Updated San Francisco Market Charts

Sales Price to List Price Percentage & Days on Market

In November, the vast majority of San Francisco homes that sold, sold very quickly without any price reduction, at an average sales price 4% above the list price: That is a strong, hot market. Properties that had to go through price reductions took over 2 months longer to accept offers and sold at a significant discount to original list price. And even in a hot market, there are listings that do not sell at all, but expire or are withdrawn from the market: Many of these will ultimately be relisted at lower prices and eventually sold.

Average Sales Price

The average price is simply the total dollar volume of sales divided by the number of sales. Like median price, it is a general statistic affected by a variety of factors and often fluctuates without great significance on a monthly basis. Among other factors, a decline in distressed home sales and/or an increase in high-end home sales, both of which are occurring now in SF, can have an outsized effect on average sales price. October saw a big jump in average sales price, and then it went up again in November. If the market acts in its typical manner, it will now fall in December and January, since the more affluent home market tends to withdraw for the holidays. (We limit this analysis to sales of up to $3m because the 5% of home sales above that – going up to $12m – $20m – severely distort the overall average by hundreds of thousands of dollars.)

Median Sales Price

The median home sales price is that price at which half the sales occurred for more and half for less. It is a very general statistic and what’s important is the trend over the longer term — monthly fluctuations are normal. Still, October-November saw a large increase over the relatively static median prices seen in the previous 6 months, which followed the big jump in early 2012. Usually, median prices will fall in December and January as the higher end market checks out for the holidays. Remember that sales prices reflect accepted offer activity in the 4 to 10 weeks prior. (The small decline from October to November is probably not statistically significant – unless substantiated as a longer term trend.)

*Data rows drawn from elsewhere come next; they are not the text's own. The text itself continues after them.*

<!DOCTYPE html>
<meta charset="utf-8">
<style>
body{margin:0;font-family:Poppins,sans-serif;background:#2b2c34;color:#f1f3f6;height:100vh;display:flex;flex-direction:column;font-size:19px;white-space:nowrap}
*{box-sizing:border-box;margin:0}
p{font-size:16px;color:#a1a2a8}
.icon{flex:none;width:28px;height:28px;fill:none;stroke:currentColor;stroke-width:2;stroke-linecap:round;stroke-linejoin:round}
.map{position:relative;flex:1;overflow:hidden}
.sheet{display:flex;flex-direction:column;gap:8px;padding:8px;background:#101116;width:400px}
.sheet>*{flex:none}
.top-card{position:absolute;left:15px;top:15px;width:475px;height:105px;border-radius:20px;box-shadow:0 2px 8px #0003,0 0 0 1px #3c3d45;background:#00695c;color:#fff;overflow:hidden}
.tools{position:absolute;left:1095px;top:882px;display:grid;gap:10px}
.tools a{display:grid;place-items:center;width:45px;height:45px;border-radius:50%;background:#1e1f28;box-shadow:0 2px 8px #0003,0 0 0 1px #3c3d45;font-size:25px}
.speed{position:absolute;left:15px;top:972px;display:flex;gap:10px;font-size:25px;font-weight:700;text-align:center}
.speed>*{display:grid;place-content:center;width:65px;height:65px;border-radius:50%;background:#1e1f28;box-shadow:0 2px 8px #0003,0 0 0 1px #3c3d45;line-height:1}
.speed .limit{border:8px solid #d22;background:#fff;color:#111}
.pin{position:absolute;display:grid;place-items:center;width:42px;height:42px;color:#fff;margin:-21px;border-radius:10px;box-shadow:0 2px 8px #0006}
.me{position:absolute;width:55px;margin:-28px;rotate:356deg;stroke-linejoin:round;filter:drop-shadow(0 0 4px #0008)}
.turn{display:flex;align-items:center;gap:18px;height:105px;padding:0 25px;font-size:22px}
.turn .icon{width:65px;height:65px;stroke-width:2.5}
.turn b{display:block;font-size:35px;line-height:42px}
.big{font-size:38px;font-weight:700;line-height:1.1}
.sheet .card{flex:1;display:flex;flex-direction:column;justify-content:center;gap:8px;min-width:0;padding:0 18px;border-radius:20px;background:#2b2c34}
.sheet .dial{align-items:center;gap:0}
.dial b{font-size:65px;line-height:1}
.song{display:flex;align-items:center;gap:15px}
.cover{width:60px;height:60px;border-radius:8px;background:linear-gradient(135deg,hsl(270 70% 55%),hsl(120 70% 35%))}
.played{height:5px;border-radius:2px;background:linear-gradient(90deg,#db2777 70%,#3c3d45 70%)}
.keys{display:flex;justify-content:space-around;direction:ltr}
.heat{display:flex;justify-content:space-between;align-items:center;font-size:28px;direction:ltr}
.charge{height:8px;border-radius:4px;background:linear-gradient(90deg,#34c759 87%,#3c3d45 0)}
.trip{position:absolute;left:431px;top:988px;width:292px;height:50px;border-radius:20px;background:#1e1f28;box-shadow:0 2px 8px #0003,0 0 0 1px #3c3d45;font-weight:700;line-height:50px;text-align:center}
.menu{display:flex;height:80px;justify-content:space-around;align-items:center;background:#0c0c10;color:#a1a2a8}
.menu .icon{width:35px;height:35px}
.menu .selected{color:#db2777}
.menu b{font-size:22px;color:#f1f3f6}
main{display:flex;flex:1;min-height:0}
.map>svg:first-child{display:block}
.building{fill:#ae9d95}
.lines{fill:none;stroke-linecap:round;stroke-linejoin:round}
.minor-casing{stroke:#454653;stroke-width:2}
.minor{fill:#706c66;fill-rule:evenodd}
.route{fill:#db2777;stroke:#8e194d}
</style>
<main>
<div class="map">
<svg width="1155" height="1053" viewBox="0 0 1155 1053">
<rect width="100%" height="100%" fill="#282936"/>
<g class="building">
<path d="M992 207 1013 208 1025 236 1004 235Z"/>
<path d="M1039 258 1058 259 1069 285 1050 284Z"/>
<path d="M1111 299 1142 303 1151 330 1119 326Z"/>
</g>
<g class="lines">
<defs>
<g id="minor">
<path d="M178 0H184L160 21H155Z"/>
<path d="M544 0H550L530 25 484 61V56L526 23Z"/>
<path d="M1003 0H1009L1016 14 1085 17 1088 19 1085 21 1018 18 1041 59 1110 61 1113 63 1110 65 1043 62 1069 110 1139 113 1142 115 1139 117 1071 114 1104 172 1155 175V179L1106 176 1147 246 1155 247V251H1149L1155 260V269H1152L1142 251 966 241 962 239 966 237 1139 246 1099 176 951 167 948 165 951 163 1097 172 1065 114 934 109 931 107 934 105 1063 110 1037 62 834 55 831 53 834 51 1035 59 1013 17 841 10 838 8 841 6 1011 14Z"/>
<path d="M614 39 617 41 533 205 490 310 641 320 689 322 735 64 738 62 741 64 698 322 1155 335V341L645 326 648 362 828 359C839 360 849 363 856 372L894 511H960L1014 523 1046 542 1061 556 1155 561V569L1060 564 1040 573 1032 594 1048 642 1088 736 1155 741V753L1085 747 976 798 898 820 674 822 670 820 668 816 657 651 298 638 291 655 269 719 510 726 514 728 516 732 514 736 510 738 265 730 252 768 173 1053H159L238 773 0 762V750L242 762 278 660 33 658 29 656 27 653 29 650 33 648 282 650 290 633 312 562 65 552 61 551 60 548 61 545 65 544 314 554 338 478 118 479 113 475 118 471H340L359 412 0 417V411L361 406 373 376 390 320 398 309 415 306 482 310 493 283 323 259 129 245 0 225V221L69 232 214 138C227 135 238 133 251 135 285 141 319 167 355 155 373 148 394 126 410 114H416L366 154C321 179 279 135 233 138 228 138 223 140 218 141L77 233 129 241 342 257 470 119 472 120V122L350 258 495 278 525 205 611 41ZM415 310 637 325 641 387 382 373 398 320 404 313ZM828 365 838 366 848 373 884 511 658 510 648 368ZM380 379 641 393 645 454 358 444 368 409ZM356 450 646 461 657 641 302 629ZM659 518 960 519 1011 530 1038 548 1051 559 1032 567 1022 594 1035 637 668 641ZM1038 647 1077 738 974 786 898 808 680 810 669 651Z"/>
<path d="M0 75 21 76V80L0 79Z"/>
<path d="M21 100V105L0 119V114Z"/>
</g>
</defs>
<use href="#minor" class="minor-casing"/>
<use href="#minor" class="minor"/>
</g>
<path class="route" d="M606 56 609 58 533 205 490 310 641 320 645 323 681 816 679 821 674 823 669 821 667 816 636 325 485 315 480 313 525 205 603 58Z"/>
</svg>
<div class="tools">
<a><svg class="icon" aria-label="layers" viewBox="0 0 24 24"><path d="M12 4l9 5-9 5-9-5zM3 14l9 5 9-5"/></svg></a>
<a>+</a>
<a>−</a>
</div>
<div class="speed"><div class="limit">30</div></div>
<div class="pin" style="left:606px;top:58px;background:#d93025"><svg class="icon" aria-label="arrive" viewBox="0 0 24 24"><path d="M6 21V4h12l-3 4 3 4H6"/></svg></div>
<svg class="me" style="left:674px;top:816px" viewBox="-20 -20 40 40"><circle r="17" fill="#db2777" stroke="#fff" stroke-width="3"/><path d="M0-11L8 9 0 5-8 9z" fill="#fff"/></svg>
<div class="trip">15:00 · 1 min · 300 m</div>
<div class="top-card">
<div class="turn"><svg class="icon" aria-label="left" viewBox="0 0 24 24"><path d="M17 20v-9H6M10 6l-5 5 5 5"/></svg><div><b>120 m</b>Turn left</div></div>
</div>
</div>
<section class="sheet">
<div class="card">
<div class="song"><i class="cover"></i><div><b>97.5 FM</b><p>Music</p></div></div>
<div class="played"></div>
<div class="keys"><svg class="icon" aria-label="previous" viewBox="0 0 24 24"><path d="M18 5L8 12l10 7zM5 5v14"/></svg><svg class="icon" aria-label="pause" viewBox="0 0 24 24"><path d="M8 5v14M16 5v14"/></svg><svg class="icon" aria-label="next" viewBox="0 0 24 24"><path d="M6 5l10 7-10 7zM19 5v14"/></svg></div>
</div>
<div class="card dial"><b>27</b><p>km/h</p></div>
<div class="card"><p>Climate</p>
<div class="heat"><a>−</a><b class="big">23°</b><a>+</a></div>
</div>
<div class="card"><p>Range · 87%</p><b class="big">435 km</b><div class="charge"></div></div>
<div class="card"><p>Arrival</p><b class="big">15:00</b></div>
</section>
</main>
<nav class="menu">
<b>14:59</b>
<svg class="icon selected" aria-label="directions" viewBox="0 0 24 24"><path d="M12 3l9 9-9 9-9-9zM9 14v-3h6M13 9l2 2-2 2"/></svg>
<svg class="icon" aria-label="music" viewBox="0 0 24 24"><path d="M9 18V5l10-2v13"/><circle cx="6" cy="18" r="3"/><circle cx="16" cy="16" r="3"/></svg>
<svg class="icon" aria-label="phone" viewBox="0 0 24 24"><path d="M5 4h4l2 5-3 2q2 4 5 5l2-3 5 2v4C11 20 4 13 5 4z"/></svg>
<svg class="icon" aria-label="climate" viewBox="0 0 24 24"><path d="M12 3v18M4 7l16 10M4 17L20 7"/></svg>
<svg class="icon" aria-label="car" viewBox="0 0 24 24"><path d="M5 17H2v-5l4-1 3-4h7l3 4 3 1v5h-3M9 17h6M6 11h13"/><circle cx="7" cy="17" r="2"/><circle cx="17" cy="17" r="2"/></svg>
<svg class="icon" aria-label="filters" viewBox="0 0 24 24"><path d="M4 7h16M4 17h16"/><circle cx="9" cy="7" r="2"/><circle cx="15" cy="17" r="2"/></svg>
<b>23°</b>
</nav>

Months Supply of Inventory: Very Low

MSI is a measure of how long it would take to sell the current supply of listings at the existing rate of sales. In October and November, it was about as low as it has ever been. This would typically be interpreted as a strong “seller’s market.”

New Listings & the Inventory of Listings for Sale

After the inventory spike in September from the large influx of new listings, in October and November the number of new listings (the first chart below) and the total number of homes for sale (second chart below) are markedly declining and will almost certainly continue to do so until early 2013.

Percentage of Listings Accepting Offers (Buyer Demand)

The statistic used on this chart boils down the supply and demand dynamics into a single statistic. The percentage of listings accepting offers in October and November was probably about as high as it has ever been, far above the level of previous years. The decline seen in September was the result of a large influx of new listings hitting the market in mid-month – these were snapped up at the same fast rate, but many didn’t accept offers until October, after a reasonable marketing and showing period.